In article <20020316061535.GA16653@krispykreme>,
Anton Blanchard <anton@samba.org> wrote:
>
>hardware: 32 way logical partition, 1.1GHz POWER4, 60G RAM

It's interesting to see that scalability doesn't seem to be the #1
problem by a long shot.

>7.52 seconds is not a bad result for something running under a hypervisor.
>The profile looks much better now.
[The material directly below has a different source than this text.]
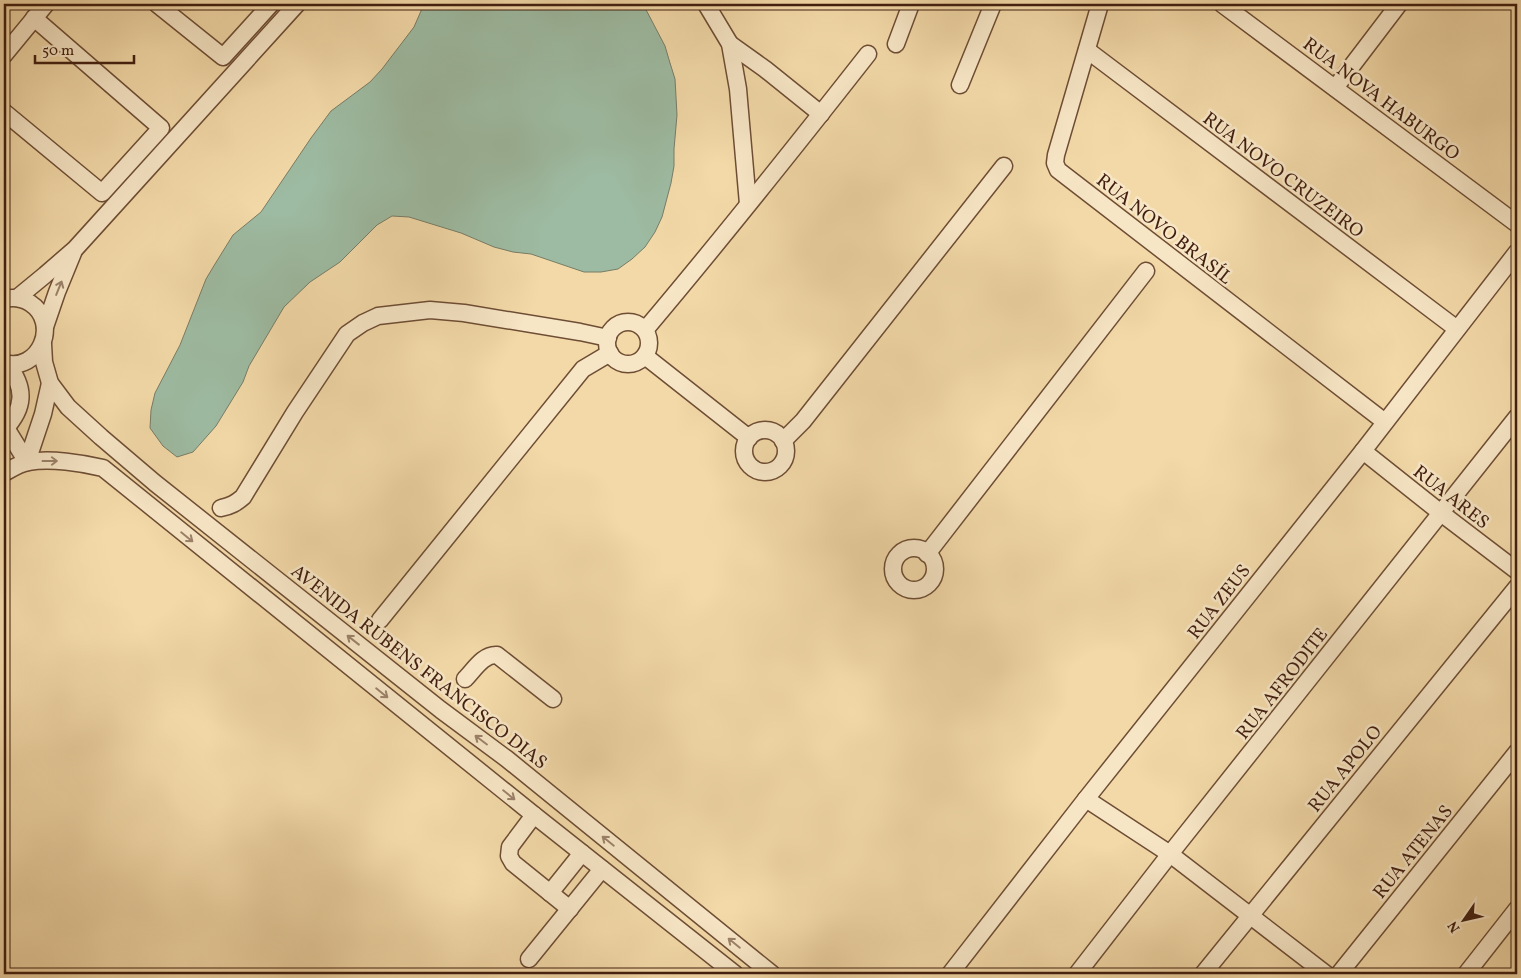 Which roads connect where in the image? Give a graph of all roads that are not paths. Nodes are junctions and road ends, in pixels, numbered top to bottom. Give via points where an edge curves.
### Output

We still spend a lot of time flushing tlb
>entries but we can look into batching them.

I wonder if you wouldn't be better off just getting rid of the TLB range
flush altogether, and instead making it select a new VSID in the segment
register, and just forgetting about the old TLB contents entirely.

Then, when you do a TLB miss, you just re-use any hash table entries
that have a stale VSID.

It seems that you spend _way_ too much time actually trying to
physically invalidate the hashtables, which sounds like a total waste to
me. Especially as going through them to see whether they need to be
invalidated has to be a horribe thing for the dcache.

It would also be interesting to hear if you can just make the hash table
smaller (I forget the details of 64-bit ppc VM horrors, thank God!) or
just bypass it altogether (at least the 604e used to be able to just
disable the stupid hashing altogether and make the whole thing much
saner).

Note that the official IBM "minimum recommended page table sizes" stuff
looks like total and utter crap. Those tables have nothing to do with
sanity, and everything to do with a crappy OS called AIX that takes
forever to fill the hashes. You should probably make them the minimum
size (which, if I remember correctly, is still quite a large amount of
memory thrown away on a TLB) if you can't just disable them altogether.